Analyst David Silver said fertilizer consultancy British
Sulphur has reported that Potash Corp told its domestic
customers that the strike, which began Aug. 7, will affect
"Global potash markets are already exceptionally tight, and
the strike further limits supply," Silver said.
A spokesman for Potash Corp declined to comment directly on
the report, saying the company is discussing its contractual
obligations with customers.
"We view our obligations to our customers, both domestic
and international, as proprietary, and at this point, we're not
discussing them publicly," Bill Johnson said.
Potash Corp shares were down 4 percent at C$177.50 on the
Toronto Stock Exchange amid a broad downturn in commodities.
About 500 workers represented by the United Steelworkers
union are on strike at three of the company's mines, which
account for about 30 percent of Potash Corp production and
about 6 percent of world supplies.
There were no talks scheduled, Johnson said.
The company has said the strike has affected industrial
customers, accounting for about 5 percent of sales.
"As far as the rest of our customers are concerned, it
remains early days in this strike, and we're still assessing
the impact it will have on the ability to meet our commitments
in the original timeframe," Johnson said.
The strike started during a seasonal lull in fertilizer
shipments, but analysts have said it could boost world prices
if it lasts past mid-September, when demand picks up.

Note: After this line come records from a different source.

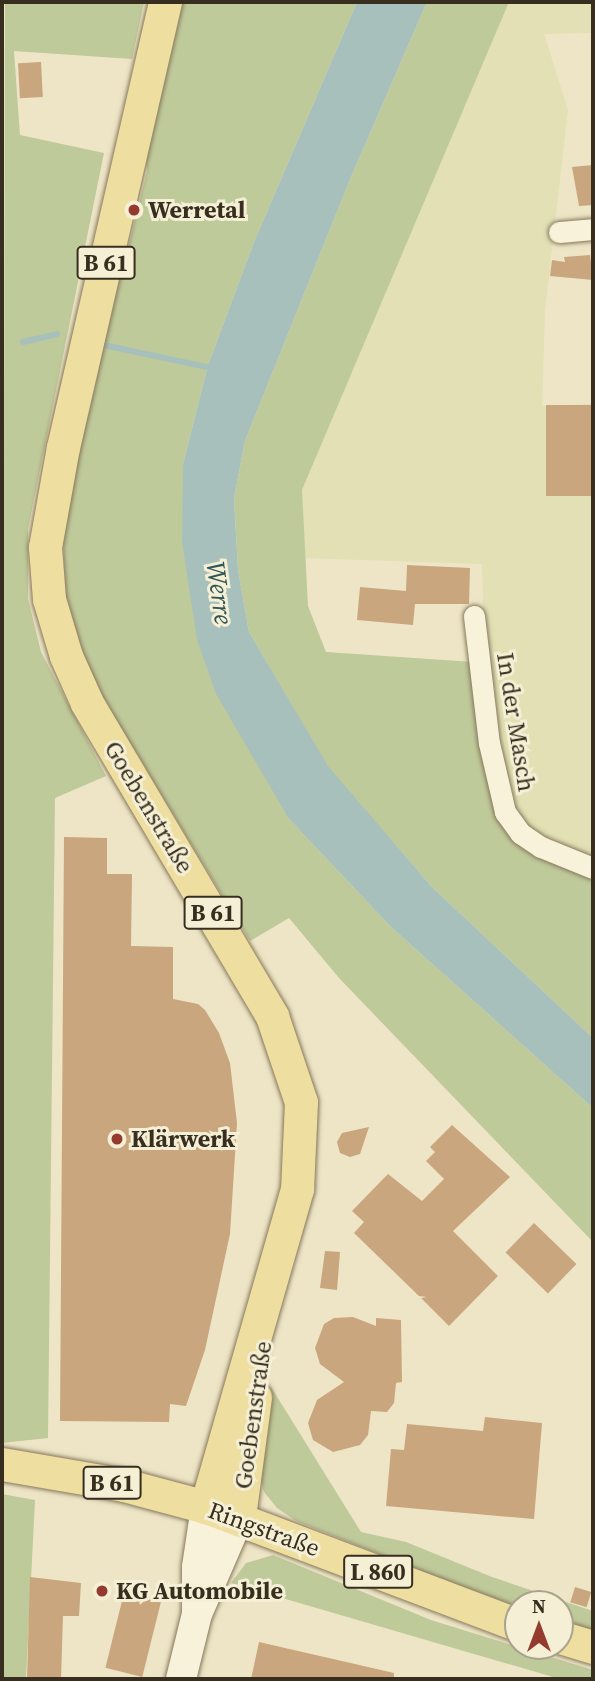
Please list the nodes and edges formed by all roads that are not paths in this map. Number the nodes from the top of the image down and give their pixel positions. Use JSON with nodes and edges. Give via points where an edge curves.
{"nodes":[{"id":1,"x":165,"y":2,"type":"edge"},
{"id":2,"x":593,"y":229,"type":"edge"},
{"id":3,"x":559,"y":232,"type":"dead end"},
{"id":4,"x":474,"y":616,"type":"dead end"},
{"id":5,"x":593,"y":868,"type":"edge"},
{"id":6,"x":270,"y":1290,"type":"junction"},
{"id":7,"x":2,"y":1464,"type":"edge"},
{"id":8,"x":206,"y":1507,"type":"junction"},
{"id":9,"x":239,"y":1517,"type":"junction"},
{"id":10,"x":197,"y":1615,"type":"junction"},
{"id":11,"x":504,"y":1620,"type":"edge"},
{"id":12,"x":574,"y":1641,"type":"edge"},
{"id":13,"x":593,"y":1647,"type":"edge"},
{"id":14,"x":181,"y":1679,"type":"edge"}],
"edges":[{"from":1,"to":6,"type":"main road","name":"Goebenstraße","number":"B 61","via":[[50,512],[45,547],[49,599],[66,656],[87,703],[242,962],[272,1016],[295,1073],[301,1153],[297,1189]]},
{"from":2,"to":3,"type":"street"},
{"from":4,"to":5,"type":"street","name":"In der Masch","via":[[489,743],[505,812],[520,833],[541,847]]},
{"from":6,"to":8,"type":"main road","name":"Goebenstraße","number":"B 61"},
{"from":6,"to":9,"type":"main road","name":"Goebenstraße","number":"B 61"},
{"from":7,"to":8,"type":"main road","name":"Ringstraße","number":"B 61","via":[[124,1485]]},
{"from":8,"to":9,"type":"main road","name":"Ringstraße","number":"L 860"},
{"from":8,"to":10,"type":"street","name":"Goebenstraße","via":[[197,1567]]},
{"from":9,"to":10,"type":"street","name":"Goebenstraße"},
{"from":9,"to":11,"type":"main road","name":"Ringstraße","number":"L 860"},
{"from":10,"to":14,"type":"street","name":"Goebenstraße"},
{"from":12,"to":13,"type":"main road"}]}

"As (the strike) goes on, it will certainly remove some
supply from the system," Johnson said. "It's a tight market."
Potash Corp restarted the largest of the three mines last
week, but has not said how much volume it hoped to produce.
Analyst Silver said the company could restore about half
the Allan mine's production, but unless the strike ends, it may
soon have to declare force majeure on contracts it can't fill.